La caída de Afganistán en verano ha sido el detonante de una nueva fase tras la fallida “guerra contra el terror” emprendida por Estados Unidos. Pero esta nueva fase se aleja del objetivo de una paz duradera y resucita viejos fantasmas del pasado a mayor gloria de un presupuesto de Defensa desmesurado.

 

La vuelta a la normalidad tras el paso de Donald Trump por la Casa Blanca ha supuesto, en la esfera internacional, el estreno de una era de recrudecimiento de la tensión con China —uno de los debates del año en la esfera del Pentágono es si ya se puede calificar a la situación actual de “guerra fría”— y la espera de un 2022 de conflictos. Gideon Rachman, el comentarista principal de asuntos exteriores de Financial Times, publicaba recientemente una pieza en la que valoraba la posibilidad de que Estados Unidos se embarque en el año que comienza en hasta tres conflictos. “No existe un plan único que vincule las ambiciones de Pekín, Moscú y Teherán”, reconocía Rachman, pero sí hay un desafío al equilibrio de poder global que, desde la II Guerra Mundial ha dominado Estados Unidos.

Global Times —la mejor ventana para Occidente de la imagen que la China oficialista quiere proyectar a la esfera internacional— abría el pasado martes con una piñata de artículos sobre los tres movimientos que, según el Gobierno chino, confirman la escalada ofensiva de Estados Unidos.

El control del Mar del Sur de China y de la isla de Taiwán, uno de esos conflictos arrastrados del siglo XX, es el escenario de conflicto más improbable. En octubre, el presidente Xi Jinping prometió cumplir “el destino” que lleva a la reunificación con Taiwán. La proclama estuvo acompañada de un desfile de aviones que sobrevolaron la isla.

El gobierno taiwanés protestó y habló de la peor situación militar de los últimos 40 años. Estados Unidos, a través de su secretario de Defensa, ha deslizado que las maniobras parecen los ensayos para una invasión a gran escala de la isla. El Ejército Popular de Liberación china (EPL), dicen las fuentes prooccidentales, ha ganado la capacidad militar de bloquear y controlar el Estrecho de Taiwán.

Joseph Biden manifestó en el mismo mes de octubre, después de que trascendieran unos informes que señalaron que China probó un misil hipersónico con capacidad nuclear a principios de este año, que su Gobierno defenderá a la isla —oficialmente República de China— si se produce un ataque por parte de la República Popular. China negó esos informes e indicó que se trataba de una maniobra rutinaria.

La escalada, al menos en términos retóricos, ha seguido durante el otoño. Estados Unidos fue calculadamente ambiguo durante décadas sobre la posibilidad de la reunificación. Recientemente, el Pentágono ha sido algo más explícito para presentar esa opción como peligrosa para los intereses de sus aliados en Oriente: Japón y Filipinas.

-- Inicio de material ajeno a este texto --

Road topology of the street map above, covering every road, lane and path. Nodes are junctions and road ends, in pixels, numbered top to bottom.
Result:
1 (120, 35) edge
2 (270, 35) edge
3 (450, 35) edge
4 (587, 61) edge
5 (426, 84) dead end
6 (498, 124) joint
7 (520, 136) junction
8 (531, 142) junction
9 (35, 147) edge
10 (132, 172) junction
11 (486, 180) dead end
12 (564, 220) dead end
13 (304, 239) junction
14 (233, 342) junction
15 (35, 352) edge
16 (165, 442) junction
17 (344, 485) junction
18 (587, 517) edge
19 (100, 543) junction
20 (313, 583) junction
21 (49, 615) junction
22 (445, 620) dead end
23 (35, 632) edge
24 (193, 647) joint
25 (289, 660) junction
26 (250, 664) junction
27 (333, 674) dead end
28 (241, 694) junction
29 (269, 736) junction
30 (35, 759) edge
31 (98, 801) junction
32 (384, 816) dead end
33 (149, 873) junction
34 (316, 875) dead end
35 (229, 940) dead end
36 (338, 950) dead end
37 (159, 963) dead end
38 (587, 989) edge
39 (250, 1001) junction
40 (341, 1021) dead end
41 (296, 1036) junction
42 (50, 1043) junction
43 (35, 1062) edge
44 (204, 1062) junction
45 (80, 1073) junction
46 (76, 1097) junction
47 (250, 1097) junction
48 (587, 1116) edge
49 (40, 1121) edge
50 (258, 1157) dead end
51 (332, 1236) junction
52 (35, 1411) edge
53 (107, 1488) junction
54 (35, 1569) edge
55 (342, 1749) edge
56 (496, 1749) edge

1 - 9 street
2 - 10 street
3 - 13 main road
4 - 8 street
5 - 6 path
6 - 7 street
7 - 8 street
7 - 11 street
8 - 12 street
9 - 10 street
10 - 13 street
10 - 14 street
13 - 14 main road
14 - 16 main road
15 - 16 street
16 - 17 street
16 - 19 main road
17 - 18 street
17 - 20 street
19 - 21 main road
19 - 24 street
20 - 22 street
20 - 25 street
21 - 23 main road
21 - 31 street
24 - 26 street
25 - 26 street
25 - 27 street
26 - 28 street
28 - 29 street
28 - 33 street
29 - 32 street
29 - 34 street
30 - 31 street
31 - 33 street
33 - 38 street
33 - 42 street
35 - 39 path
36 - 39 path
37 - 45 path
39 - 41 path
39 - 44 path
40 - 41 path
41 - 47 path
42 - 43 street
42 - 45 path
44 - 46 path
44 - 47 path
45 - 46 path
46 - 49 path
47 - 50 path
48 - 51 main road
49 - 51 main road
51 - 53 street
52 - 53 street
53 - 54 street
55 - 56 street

China, por su parte, ha denunciado que aviones espías estadounidenses “llevaron a cabo alrededor de 1.200 salidas aéreas de reconocimiento y algunas de ellas se acercaron a 20 millas náuticas de la línea de base territorial de China continental”. El “imperio del centro” acusa a Estados Unidos de crear “simulacros y construcción de campos de batalla” en lo que consideran su espacio natural.

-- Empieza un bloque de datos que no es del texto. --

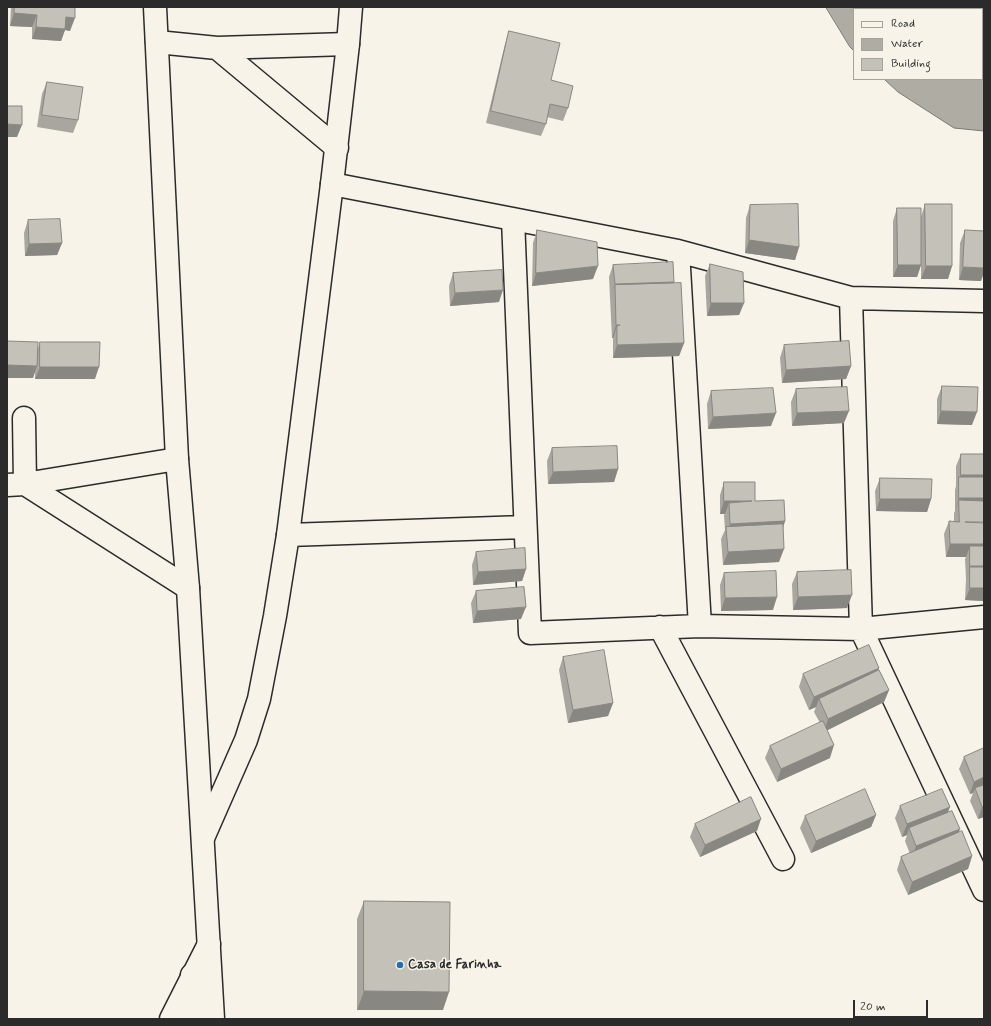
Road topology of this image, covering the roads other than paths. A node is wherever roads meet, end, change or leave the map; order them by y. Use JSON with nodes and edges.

Global Times hila fino y ha publicado recientemente los resultados de una encuesta que indican que más de la mitad de la población de Taiwán cree que su Gobierno —presidido por Tsai Ing-wen— no está en condiciones de sostener una guerra con China. Un porcentaje similar reconoce que no quiere que sus familiares participen en un posible conflicto.

Informe Irán

Segundo frente abierto. Tras la espantada de Estados Unidos y el final patético de la “Guerra contra el terror” que supuso el regreso de los talibanes al Gobierno de Afganistán, la siguiente parada en Oriente Medio es la recuperación del Acuerdo Nuclear con Irán (JCPOA, por sus siglas en inglés), que Trump rompió en mayo de 2018. No parece tarea fácil retomar el camino saboteado por el expresidente, que había llevado a Irán a cumplir sus objetivos de atraer inversiones extranjeras, convertirse en un exportador de petróleo pujante y reducir su inflación.

Estados Unidos acusa a Irán de haber aprovechado la ruptura del acuerdo —que conllevó una nueva ronda de sanciones por parte de Washington— para acelerar el enriquecimiento de uranio. Según su prensa afín, el régimen de Ebrahim Raisi, que fue elegido en agosto de 2021, a tenor de la velocidad a la que ha desarrollado el enriquecimiento de uranio, tiene la capacidad de crear el arma nuclear “en pocas semanas”.

El Organismo Internacional de Energía Atómica (IAEA), a través de su presidente ha declarado que no hay ninguna información de que Irán tenga un programa de armas nucleares ni que tenga tenga alguna actividad que conduzca a un programa de armas nucleares. Estados Unidos advierte de que tiene sospechas de que la capacidad nuclear iraní ha avanzado extraordinariamente después de que el acuerdo JCPOA quedase en papel mojado.

Las conversaciones que, a lo largo del mes de diciembre, han tenido lugar en Viena (Austria) han querido resucitar el acuerdo como forma de que Teherán no desarrolle la bomba nuclear, un temor de Estados Unidos no del todo fundamentado —Irán sigue siendo un firmante del Tratado de No Proliferación de Armas Nucleares— pero que marca la actitud del complejo militar-industrial ante un país considerado el centro del “eje del mal”.

Los intentos de llegar a un acuerdo provisional —que Irán congele su programa nuclear a cambio de levantamiento de sanciones— no satisfacen completamente a ninguna de las partes pero parecen los únicos objetivos al alcance de la Conferencia de Viena.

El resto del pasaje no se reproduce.